Au XIXe siècle, dans les campagnes suisses, vit une population souvent très pauvre. «Notamment en raison de l'industrialisation, du développement du chemin de fer et de l'ouverture du commerce, les producteurs suisses souffrent, surtout dans les montagnes», précise l'historien Marc Perrenoud, qui a rédigé de nombreux articles, entre autres pour le Dictionnaire historique de la Suisse. «Parfois, les communes d'origine tentent d'encourager ces migrations, pour se décharger des indigents à leur charge.»
Mis à part 1816, restée dans les annales comme «l'année sans été», où une grave famine occasionne un pic de départs, la majeure partie de cette émigration se déroule dans la seconde moitié du siècle. «La Suisse est l'un des pays en Europe dont la population a le plus émigré au XIXe», indique Marc Perrenoud. Quelque 400000 Suisses ont ainsi quitté le pays pour l'outre-mer, en majorité pour l'Amérique du Nord. «Cette émigration a continué d'augmenter jusqu'à la Première Guerre mondiale, mais elle s'est aussi accompagnée d'une forte croissance de l'immigration, notamment d'ouvriers. A partir des années 1890, le solde migratoire devient même positif», ajoute l'historien.
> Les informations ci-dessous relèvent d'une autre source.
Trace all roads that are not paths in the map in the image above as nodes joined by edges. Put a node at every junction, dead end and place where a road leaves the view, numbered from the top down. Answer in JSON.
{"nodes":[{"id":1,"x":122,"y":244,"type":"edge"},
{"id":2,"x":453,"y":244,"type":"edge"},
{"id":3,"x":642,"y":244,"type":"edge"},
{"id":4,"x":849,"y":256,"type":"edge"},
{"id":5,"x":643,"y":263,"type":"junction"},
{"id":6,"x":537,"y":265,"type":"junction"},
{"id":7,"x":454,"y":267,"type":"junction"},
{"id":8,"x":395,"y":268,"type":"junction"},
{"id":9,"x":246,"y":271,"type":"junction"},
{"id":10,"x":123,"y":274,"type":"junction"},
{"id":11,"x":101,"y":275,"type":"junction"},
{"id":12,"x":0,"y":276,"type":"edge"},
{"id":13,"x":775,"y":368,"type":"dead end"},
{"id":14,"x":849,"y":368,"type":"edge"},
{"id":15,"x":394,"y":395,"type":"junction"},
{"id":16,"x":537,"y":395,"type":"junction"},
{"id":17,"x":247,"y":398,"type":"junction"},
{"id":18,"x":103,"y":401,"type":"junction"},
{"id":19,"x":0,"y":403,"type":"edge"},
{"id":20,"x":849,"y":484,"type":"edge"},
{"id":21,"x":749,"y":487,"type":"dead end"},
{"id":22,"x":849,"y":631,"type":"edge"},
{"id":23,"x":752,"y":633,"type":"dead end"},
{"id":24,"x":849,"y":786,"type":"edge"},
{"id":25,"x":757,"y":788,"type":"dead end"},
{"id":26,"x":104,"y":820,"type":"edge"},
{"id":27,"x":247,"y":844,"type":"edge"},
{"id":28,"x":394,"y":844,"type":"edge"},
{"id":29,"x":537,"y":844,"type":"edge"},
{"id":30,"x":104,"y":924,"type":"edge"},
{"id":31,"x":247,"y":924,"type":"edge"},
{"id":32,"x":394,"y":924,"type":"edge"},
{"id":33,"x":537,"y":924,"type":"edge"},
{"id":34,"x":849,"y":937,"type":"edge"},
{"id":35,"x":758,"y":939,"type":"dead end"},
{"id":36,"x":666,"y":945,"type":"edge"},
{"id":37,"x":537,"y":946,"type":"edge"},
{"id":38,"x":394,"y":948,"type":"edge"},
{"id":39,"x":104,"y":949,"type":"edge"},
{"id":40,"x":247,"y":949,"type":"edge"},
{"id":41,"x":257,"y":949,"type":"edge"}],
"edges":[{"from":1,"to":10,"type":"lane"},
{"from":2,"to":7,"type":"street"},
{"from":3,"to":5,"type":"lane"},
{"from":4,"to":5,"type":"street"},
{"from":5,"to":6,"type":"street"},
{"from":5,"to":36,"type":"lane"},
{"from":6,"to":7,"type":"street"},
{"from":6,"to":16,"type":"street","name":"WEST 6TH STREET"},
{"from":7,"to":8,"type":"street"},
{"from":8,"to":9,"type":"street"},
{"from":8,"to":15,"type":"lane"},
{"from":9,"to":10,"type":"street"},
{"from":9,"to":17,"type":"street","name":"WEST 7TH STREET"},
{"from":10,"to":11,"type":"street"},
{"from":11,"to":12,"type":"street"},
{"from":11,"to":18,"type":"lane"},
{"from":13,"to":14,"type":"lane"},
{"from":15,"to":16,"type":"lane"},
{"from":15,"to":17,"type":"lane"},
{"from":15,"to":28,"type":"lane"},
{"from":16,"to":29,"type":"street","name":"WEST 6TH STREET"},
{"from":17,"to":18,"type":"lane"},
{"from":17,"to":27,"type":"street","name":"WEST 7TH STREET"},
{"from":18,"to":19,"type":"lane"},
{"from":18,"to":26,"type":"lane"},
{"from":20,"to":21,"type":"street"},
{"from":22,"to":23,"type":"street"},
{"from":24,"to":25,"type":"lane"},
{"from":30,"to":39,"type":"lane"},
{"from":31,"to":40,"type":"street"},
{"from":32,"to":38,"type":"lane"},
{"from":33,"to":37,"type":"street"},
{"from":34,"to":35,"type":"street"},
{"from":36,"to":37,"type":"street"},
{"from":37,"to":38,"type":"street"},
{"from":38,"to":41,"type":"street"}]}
La position des autorités face à cet exode est variable. Chaque canton était alors responsable de sa population, surtout avant la Constitution fédérale de 1848, lorsque la Suisse n'était qu'un conglomérat de cantons souverains, euxmêmes composés de communes aux intérêts parfois divergents. Dans le cas des plus de 300 habitants de Niederwil, le canton d'Argovie s'insurge par exemple que les autorités communales aient subventionné le départ de près de 10% de sa population «malgré ses avertissements».
Outre le paupérisme, une autre raison d'émigrer émerge, chez des gens pas forcément sans emploi ou désargentés, dans la seconde moitié du XIXe siècle: l'espoir de faire fortune. «Il ne faut pas négliger le rôle de la propagande, qui faisait miroiter des lendemains merveilleux, une facilité d'accès à la terre», commente l'historienne Béatrice Veyrassat, autrice d'une très complète Histoire de la Suisse et des Suisses dans la marche du monde. Notamment dans le cas du Brésil, certaines agences d'émigration suisses, qui font paraître des publicités dans les journaux, ne tiennent pas du tout leurs promesses.
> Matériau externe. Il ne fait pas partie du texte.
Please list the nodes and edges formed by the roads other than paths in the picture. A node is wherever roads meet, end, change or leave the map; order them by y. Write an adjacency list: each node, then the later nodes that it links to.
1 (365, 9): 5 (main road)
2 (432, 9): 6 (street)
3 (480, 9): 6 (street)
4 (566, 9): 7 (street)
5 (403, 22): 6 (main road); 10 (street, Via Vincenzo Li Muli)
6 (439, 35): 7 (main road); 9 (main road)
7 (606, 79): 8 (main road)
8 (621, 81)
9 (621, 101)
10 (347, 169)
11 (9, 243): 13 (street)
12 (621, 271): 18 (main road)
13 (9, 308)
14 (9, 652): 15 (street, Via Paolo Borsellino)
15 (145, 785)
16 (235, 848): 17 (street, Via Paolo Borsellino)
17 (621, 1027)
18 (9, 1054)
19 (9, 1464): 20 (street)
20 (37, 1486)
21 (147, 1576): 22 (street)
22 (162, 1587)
En 1856, la Gazette de Lausanne dénonce par exemple la «conduite inqualifiable» d'agents d'émigration qui, «au mépris de conventions conclues, ont déposé à Rio des émigrants suisses et les ont abandonnés sans ressources à leur sort». Le phénomène est jugé assez inquiétant pour que la Confédération se dote en 1880 d'une loi lui donnant davantage de contrôle sur ces entreprises.
Des ambitions coloniales?
Parallèlement à ces déplacements de masse organisés, se développe aussi une émigration individuelle, Plus modeste en nombre, mais qui joue un rôle important. Certaines personnes, parties comme simples colons, connaissent l'aisance. C'est le cas d'Albert Gallatin, né en 1761 à Genève, qui émigre en 1780 en Amérique du Nord dans ce qui est encore une colonie britannique. Devenu Américain, il est élu à la Chambre des représentants en 1795, année où il fonde New Geneva en Pennsylvanie. Il sera ensuite secrétaire du Trésor sous la présidence de son ami Thomas Jefferson, puis ambassadeur auprès de plusieurs gouvernements en Europe.
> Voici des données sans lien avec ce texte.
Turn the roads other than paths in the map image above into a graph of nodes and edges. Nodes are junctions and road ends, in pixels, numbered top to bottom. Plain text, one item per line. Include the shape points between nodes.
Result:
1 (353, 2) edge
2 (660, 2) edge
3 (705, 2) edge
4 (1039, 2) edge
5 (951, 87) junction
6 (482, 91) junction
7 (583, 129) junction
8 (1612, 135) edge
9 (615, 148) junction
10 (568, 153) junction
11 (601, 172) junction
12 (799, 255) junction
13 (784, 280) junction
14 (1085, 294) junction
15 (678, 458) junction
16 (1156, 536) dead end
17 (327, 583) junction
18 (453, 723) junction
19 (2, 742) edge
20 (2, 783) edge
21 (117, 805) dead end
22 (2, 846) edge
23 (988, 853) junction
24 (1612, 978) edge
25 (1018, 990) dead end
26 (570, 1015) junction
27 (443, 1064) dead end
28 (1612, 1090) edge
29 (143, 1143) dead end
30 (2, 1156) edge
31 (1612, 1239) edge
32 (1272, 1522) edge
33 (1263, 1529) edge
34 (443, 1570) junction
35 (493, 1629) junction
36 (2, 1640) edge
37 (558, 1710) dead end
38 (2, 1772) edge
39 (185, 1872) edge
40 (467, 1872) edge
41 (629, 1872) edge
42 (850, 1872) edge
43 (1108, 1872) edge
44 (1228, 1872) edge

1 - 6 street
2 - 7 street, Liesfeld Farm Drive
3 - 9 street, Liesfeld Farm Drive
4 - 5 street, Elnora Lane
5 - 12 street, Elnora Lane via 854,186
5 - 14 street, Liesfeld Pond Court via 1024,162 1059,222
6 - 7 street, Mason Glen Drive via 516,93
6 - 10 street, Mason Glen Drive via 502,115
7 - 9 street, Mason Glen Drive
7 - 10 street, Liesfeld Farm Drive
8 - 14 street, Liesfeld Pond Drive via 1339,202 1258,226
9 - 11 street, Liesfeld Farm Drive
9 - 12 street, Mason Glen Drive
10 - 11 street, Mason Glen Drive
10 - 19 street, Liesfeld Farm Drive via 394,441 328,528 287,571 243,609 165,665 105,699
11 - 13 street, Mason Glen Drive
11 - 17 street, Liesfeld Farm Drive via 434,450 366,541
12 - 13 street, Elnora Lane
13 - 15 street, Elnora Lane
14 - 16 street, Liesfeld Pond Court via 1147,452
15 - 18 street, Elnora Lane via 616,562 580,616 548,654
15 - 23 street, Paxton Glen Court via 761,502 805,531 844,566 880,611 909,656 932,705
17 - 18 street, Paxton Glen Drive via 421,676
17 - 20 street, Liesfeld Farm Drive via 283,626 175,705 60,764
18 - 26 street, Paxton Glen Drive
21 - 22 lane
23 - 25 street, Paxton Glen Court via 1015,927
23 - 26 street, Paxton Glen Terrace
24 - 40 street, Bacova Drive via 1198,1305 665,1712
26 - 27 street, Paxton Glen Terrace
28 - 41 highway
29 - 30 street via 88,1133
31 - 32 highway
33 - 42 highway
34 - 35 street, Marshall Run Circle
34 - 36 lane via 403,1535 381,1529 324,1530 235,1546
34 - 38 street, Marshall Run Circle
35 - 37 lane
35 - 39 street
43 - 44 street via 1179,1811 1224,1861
Mais les Suisses de l'étranger ne sont pas tous des self-made-men. Une élite, formée de négociants, de financiers et de banquiers suisses, s'installe et s'impose un peu partout dans le monde «grâce à son pragmatisme, son cosmopolitisme, mais aussi à sa facilité d'accès au crédit, explique Béatrice Veyrassat. Depuis les années 1980, la Suisse – quelques-uns de ses historiens et historiennes – s'est découvert un passé colonial: des ressortissants de divers cantons tiraient des profits importants en participant à la traite atlantique, en employant des esclaves dans leurs propriétés ou en s'intégrant avec flexibilité dans des sociétés colonisées par les puissances impériales, explique-t-elle, mais l'Etat fédéral s'est toujours tenu à l'écart et n'a jamais eu de stratégie de conquête territoriale.»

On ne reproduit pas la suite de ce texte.